He might be the coolest
human of his generation, but definitely the coolest football player.
Just everything about him, from style of play to the anti-authority aspect to the way he spoke and carried himself to like the lore around him.
I would contend that Ken Griffey Jr.
is on the Mount Rushmore of cool athletes in any sport of any generation
and was
you hit that apex because he
was actually one of the best of all time and
had
this glow about him where
you just saw him and you wanted to be him.
Granted, we were the target generation for that.
But there was just something about him, the way he played, the joy with which he played, the way he swung his bat, the way he wore his hat, the way he moved forward.
The way he played for the Seattle Mariners for Mina Times growing up.
Okay, I actually asked Cortez for a clip.
I want you to watch this and tell me that any athlete has ever looked cooler than Ken Griffey Jr.
looks in this clip.
Here's the pitch.
There's a try.
Hey, I'm sorry, but if you ever need to define aura, just play that 0.5 second clip.
Just the dolly shot pushing in on Ken Griffey Jr.
winking and breaking, shattering the fourth wall with a wink is, yeah.
No athlete has ever looked cooler than that right there.
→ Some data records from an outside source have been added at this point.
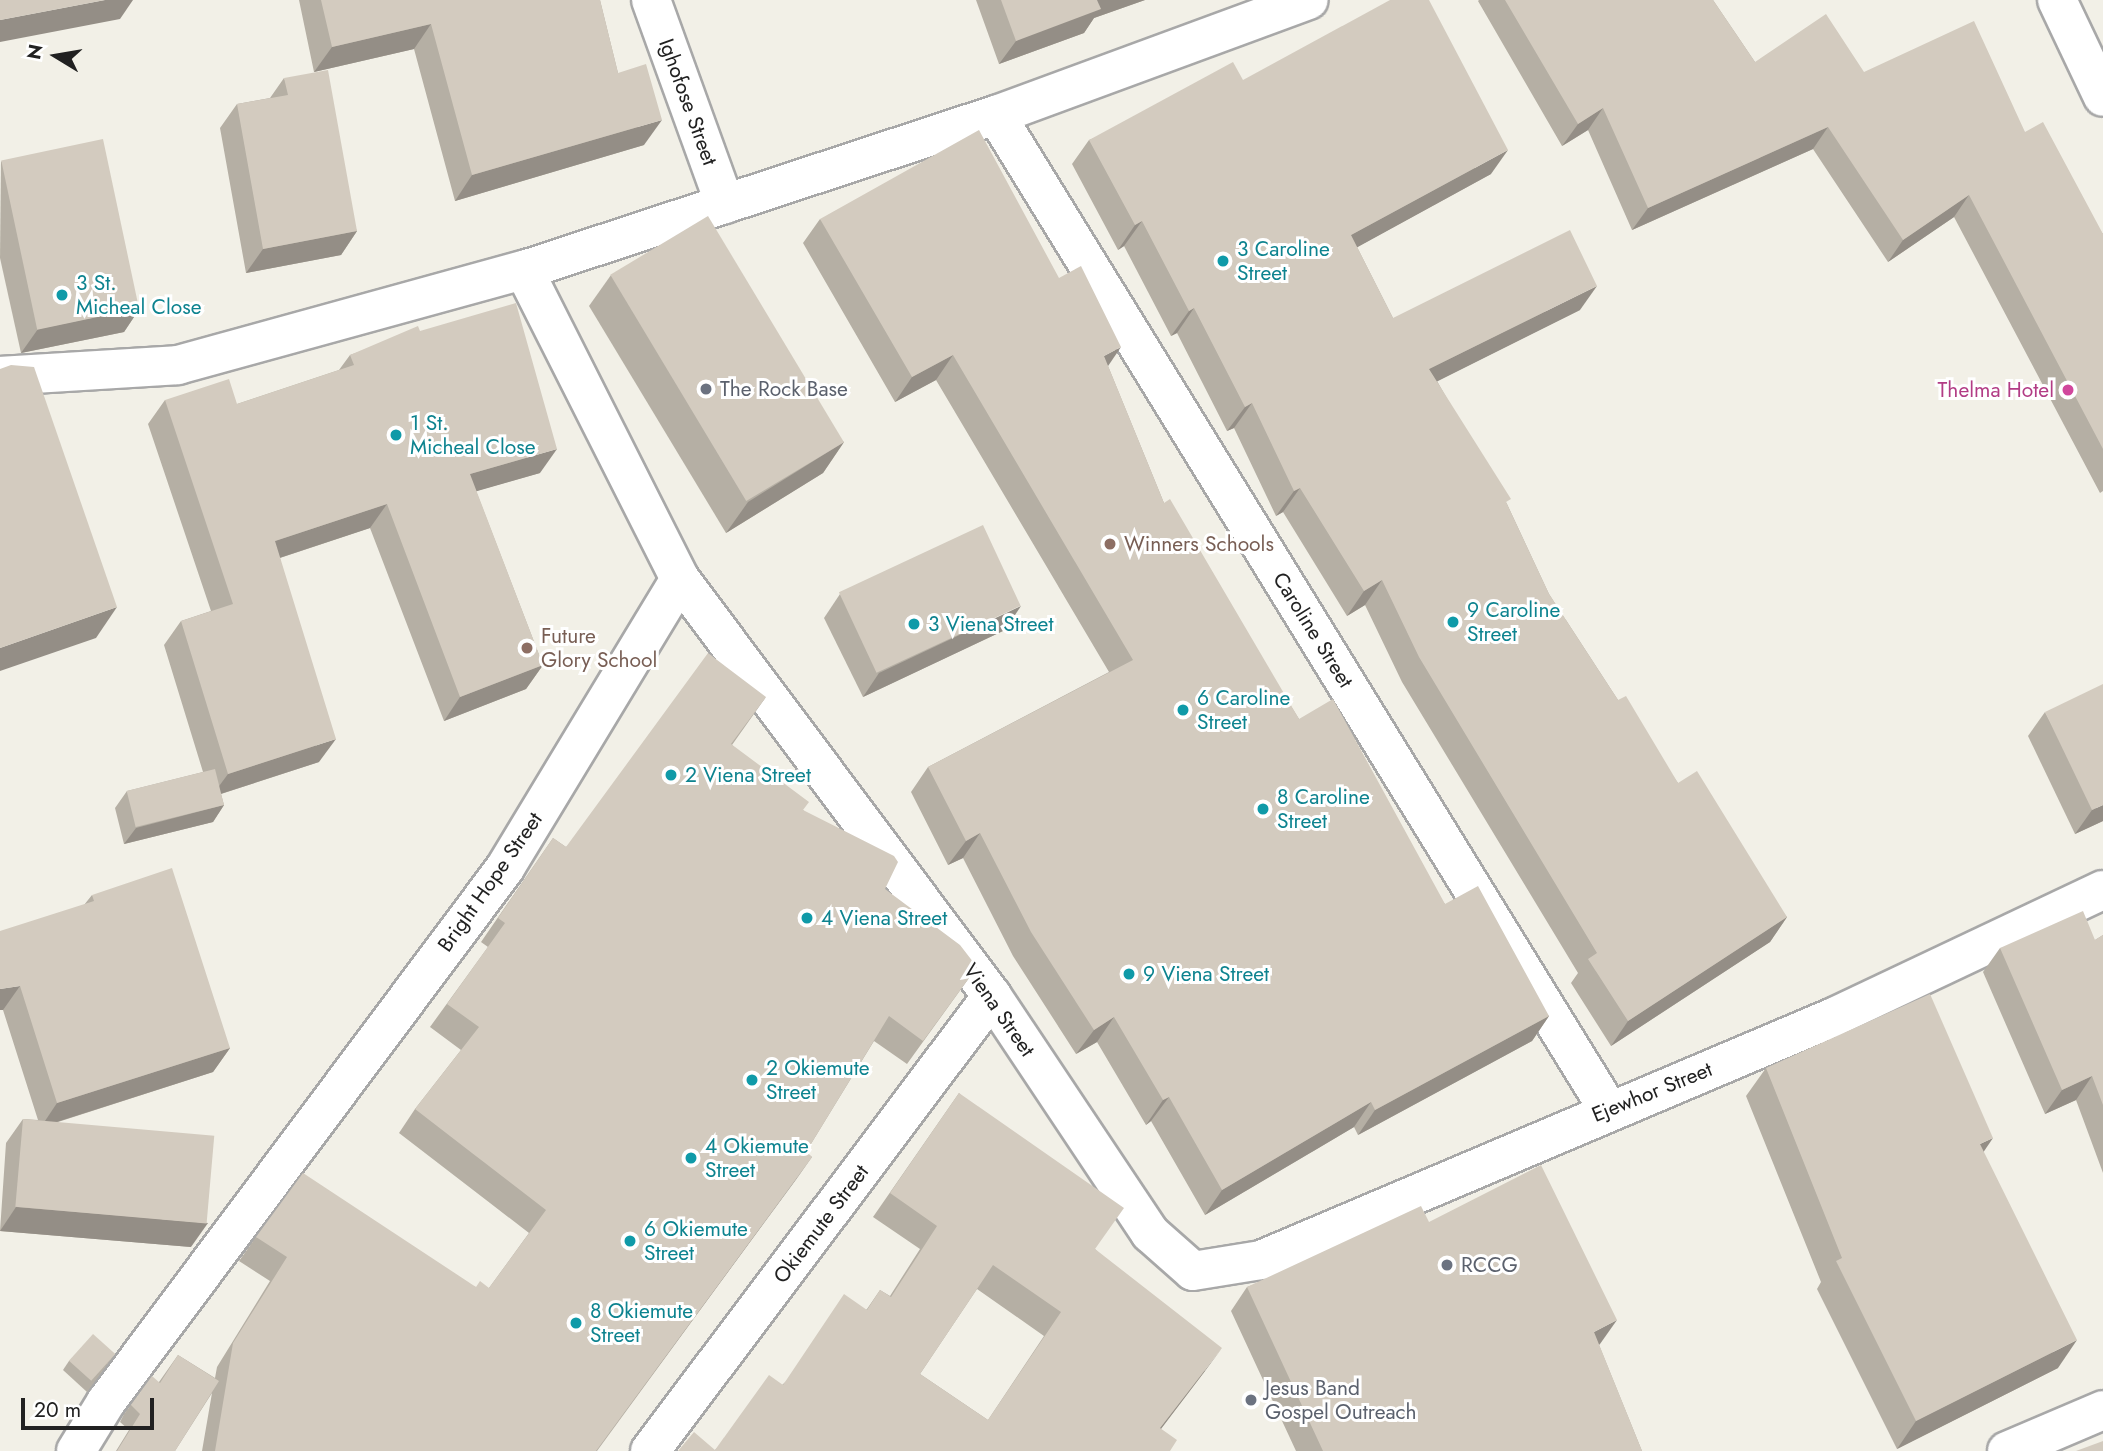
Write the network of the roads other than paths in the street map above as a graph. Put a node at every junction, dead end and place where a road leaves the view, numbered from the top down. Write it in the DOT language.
graph roads {
  1 [pos="652,0"];
  2 [pos="1309,0"];
  3 [pos="2057,0"];
  4 [pos="2103,97"];
  5 [pos="996,115"];
  6 [pos="725,204"];
  7 [pos="524,270"];
  8 [pos="0,376"];
  9 [pos="680,579"];
  10 [pos="2103,890"];
  11 [pos="992,996"];
  12 [pos="1608,1109"];
  13 [pos="1193,1271"];
  14 [pos="2103,1410"];
  15 [pos="76,1451"];
  16 [pos="650,1451"];
  17 [pos="2007,1451"];
  1 -- 6 [label="street, Ighofose Street"];
  2 -- 5 [label="street"];
  3 -- 4 [label="street"];
  5 -- 6 [label="street"];
  5 -- 12 [label="street, Caroline Street"];
  6 -- 7 [label="street"];
  7 -- 8 [label="street"];
  7 -- 9 [label="street"];
  9 -- 11 [label="street, Viena Street"];
  9 -- 15 [label="street, Bright Hope Street"];
  10 -- 12 [label="street, Ejewhor Street"];
  11 -- 13 [label="street, Viena Street"];
  11 -- 16 [label="street, Okiemute Street"];
  12 -- 13 [label="street, Ejewhor Street"];
  14 -- 17 [label="street"];
}
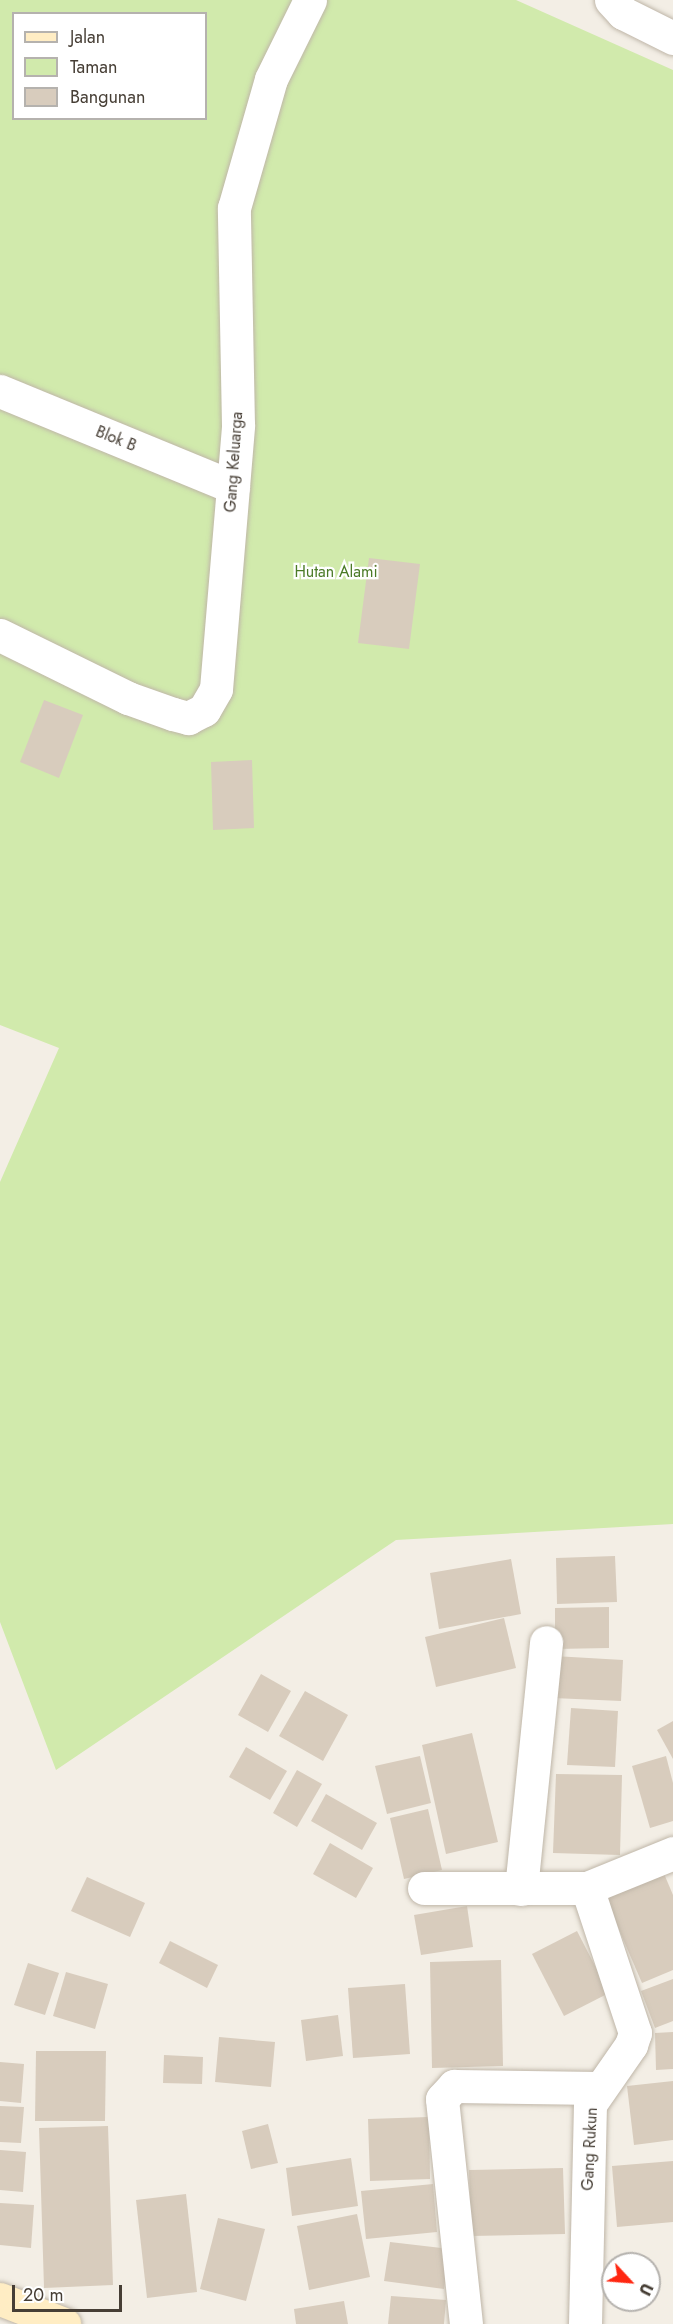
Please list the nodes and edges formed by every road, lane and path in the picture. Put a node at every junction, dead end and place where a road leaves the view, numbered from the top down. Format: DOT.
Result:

This reminds me, this article and this whole idea reminds me kind of like when I was coming up up in the hip-hop blogs and I was reading like the New Yorker and there were like older dudes writing about like telling me what was cool and like what like Lil Wayne rhymed like Nigerian hair with whatever and like you should like him and it's like well, you know, and so I think what fundamentally as humans, you're going to always think is cool are people who are older than you who grew up like,
who you grew up admiring and who you grew up wanting to be like.
And I think for us as near 40 year olds, I don't think we can really determine what's cool.
Or like none of these athletes are going to be cool.
Like no 20, I don't think that any 24 year old is cool.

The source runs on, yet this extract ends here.